• Your goal: Restate all of the data exactly.

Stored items
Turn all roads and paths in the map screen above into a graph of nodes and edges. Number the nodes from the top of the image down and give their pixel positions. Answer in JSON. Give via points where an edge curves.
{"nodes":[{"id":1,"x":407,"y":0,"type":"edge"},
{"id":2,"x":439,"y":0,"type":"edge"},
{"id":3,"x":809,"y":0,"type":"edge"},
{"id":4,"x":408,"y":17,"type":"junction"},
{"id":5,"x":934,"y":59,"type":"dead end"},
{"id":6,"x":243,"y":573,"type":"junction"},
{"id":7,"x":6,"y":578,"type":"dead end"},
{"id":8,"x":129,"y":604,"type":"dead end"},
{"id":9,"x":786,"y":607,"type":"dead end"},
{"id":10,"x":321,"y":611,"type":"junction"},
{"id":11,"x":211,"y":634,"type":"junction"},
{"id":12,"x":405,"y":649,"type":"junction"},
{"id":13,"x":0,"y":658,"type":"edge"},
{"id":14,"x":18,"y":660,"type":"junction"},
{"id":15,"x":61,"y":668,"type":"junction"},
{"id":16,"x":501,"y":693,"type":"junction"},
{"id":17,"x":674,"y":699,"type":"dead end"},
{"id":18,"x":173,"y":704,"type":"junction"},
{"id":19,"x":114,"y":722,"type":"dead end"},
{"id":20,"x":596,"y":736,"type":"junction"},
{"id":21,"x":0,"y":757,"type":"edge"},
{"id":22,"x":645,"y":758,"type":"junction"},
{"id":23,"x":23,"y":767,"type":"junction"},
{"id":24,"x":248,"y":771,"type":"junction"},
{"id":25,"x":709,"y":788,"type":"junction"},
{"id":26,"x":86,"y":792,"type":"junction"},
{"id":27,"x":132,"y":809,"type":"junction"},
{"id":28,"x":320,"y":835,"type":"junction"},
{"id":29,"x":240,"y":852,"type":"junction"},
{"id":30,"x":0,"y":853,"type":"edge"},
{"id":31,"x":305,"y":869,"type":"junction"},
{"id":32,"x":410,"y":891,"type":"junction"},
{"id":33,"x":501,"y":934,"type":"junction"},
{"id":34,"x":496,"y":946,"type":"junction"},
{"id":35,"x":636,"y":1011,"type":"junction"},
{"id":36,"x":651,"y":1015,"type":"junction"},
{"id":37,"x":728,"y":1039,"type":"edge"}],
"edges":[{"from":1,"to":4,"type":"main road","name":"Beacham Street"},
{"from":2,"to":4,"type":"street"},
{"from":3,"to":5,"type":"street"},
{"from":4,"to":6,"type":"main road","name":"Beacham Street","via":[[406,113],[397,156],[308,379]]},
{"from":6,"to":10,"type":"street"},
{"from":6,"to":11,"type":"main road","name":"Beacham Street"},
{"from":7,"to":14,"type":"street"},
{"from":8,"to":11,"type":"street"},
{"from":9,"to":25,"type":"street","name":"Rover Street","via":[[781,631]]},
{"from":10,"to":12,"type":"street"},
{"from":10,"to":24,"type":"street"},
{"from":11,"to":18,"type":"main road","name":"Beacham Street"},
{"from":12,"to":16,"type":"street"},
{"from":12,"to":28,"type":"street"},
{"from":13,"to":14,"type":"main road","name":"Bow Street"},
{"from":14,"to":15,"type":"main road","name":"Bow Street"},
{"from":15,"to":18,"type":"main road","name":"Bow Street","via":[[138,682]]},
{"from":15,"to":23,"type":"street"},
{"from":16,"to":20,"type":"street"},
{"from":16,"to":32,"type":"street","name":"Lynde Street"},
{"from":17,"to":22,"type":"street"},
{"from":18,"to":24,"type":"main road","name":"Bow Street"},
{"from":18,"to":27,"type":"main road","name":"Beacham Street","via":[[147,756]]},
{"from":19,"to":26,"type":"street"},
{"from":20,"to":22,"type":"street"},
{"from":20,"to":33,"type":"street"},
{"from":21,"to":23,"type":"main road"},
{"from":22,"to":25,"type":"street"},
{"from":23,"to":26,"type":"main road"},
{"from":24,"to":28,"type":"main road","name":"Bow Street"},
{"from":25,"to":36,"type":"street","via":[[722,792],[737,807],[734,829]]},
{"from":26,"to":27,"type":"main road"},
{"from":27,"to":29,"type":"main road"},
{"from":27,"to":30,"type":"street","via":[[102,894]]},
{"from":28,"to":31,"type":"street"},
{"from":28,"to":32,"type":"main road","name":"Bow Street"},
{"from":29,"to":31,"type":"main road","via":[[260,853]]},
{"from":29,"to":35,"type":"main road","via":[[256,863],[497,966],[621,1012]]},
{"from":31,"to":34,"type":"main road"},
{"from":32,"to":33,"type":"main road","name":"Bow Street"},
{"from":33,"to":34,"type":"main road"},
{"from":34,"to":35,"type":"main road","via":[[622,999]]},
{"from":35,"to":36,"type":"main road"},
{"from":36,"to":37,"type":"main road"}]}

• Output of the task:
Turn all roads and paths in the map screen above into a graph of nodes and edges. Number the nodes from the top of the image down and give their pixel positions. Answer in JSON. Give via points where an edge curves.
{"nodes":[{"id":1,"x":407,"y":0,"type":"edge"},
{"id":2,"x":439,"y":0,"type":"edge"},
{"id":3,"x":809,"y":0,"type":"edge"},
{"id":4,"x":408,"y":17,"type":"junction"},
{"id":5,"x":934,"y":59,"type":"dead end"},
{"id":6,"x":243,"y":573,"type":"junction"},
{"id":7,"x":6,"y":578,"type":"dead end"},
{"id":8,"x":129,"y":604,"type":"dead end"},
{"id":9,"x":786,"y":607,"type":"dead end"},
{"id":10,"x":321,"y":611,"type":"junction"},
{"id":11,"x":211,"y":634,"type":"junction"},
{"id":12,"x":405,"y":649,"type":"junction"},
{"id":13,"x":0,"y":658,"type":"edge"},
{"id":14,"x":18,"y":660,"type":"junction"},
{"id":15,"x":61,"y":668,"type":"junction"},
{"id":16,"x":501,"y":693,"type":"junction"},
{"id":17,"x":674,"y":699,"type":"dead end"},
{"id":18,"x":173,"y":704,"type":"junction"},
{"id":19,"x":114,"y":722,"type":"dead end"},
{"id":20,"x":596,"y":736,"type":"junction"},
{"id":21,"x":0,"y":757,"type":"edge"},
{"id":22,"x":645,"y":758,"type":"junction"},
{"id":23,"x":23,"y":767,"type":"junction"},
{"id":24,"x":248,"y":771,"type":"junction"},
{"id":25,"x":709,"y":788,"type":"junction"},
{"id":26,"x":86,"y":792,"type":"junction"},
{"id":27,"x":132,"y":809,"type":"junction"},
{"id":28,"x":320,"y":835,"type":"junction"},
{"id":29,"x":240,"y":852,"type":"junction"},
{"id":30,"x":0,"y":853,"type":"edge"},
{"id":31,"x":305,"y":869,"type":"junction"},
{"id":32,"x":410,"y":891,"type":"junction"},
{"id":33,"x":501,"y":934,"type":"junction"},
{"id":34,"x":496,"y":946,"type":"junction"},
{"id":35,"x":636,"y":1011,"type":"junction"},
{"id":36,"x":651,"y":1015,"type":"junction"},
{"id":37,"x":728,"y":1039,"type":"edge"}],
"edges":[{"from":1,"to":4,"type":"main road","name":"Beacham Street"},
{"from":2,"to":4,"type":"street"},
{"from":3,"to":5,"type":"street"},
{"from":4,"to":6,"type":"main road","name":"Beacham Street","via":[[406,113],[397,156],[308,379]]},
{"from":6,"to":10,"type":"street"},
{"from":6,"to":11,"type":"main road","name":"Beacham Street"},
{"from":7,"to":14,"type":"street"},
{"from":8,"to":11,"type":"street"},
{"from":9,"to":25,"type":"street","name":"Rover Street","via":[[781,631]]},
{"from":10,"to":12,"type":"street"},
{"from":10,"to":24,"type":"street"},
{"from":11,"to":18,"type":"main road","name":"Beacham Street"},
{"from":12,"to":16,"type":"street"},
{"from":12,"to":28,"type":"street"},
{"from":13,"to":14,"type":"main road","name":"Bow Street"},
{"from":14,"to":15,"type":"main road","name":"Bow Street"},
{"from":15,"to":18,"type":"main road","name":"Bow Street","via":[[138,682]]},
{"from":15,"to":23,"type":"street"},
{"from":16,"to":20,"type":"street"},
{"from":16,"to":32,"type":"street","name":"Lynde Street"},
{"from":17,"to":22,"type":"street"},
{"from":18,"to":24,"type":"main road","name":"Bow Street"},
{"from":18,"to":27,"type":"main road","name":"Beacham Street","via":[[147,756]]},
{"from":19,"to":26,"type":"street"},
{"from":20,"to":22,"type":"street"},
{"from":20,"to":33,"type":"street"},
{"from":21,"to":23,"type":"main road"},
{"from":22,"to":25,"type":"street"},
{"from":23,"to":26,"type":"main road"},
{"from":24,"to":28,"type":"main road","name":"Bow Street"},
{"from":25,"to":36,"type":"street","via":[[722,792],[737,807],[734,829]]},
{"from":26,"to":27,"type":"main road"},
{"from":27,"to":29,"type":"main road"},
{"from":27,"to":30,"type":"street","via":[[102,894]]},
{"from":28,"to":31,"type":"street"},
{"from":28,"to":32,"type":"main road","name":"Bow Street"},
{"from":29,"to":31,"type":"main road","via":[[260,853]]},
{"from":29,"to":35,"type":"main road","via":[[256,863],[497,966],[621,1012]]},
{"from":31,"to":34,"type":"main road"},
{"from":32,"to":33,"type":"main road","name":"Bow Street"},
{"from":33,"to":34,"type":"main road"},
{"from":34,"to":35,"type":"main road","via":[[622,999]]},
{"from":35,"to":36,"type":"main road"},
{"from":36,"to":37,"type":"main road"}]}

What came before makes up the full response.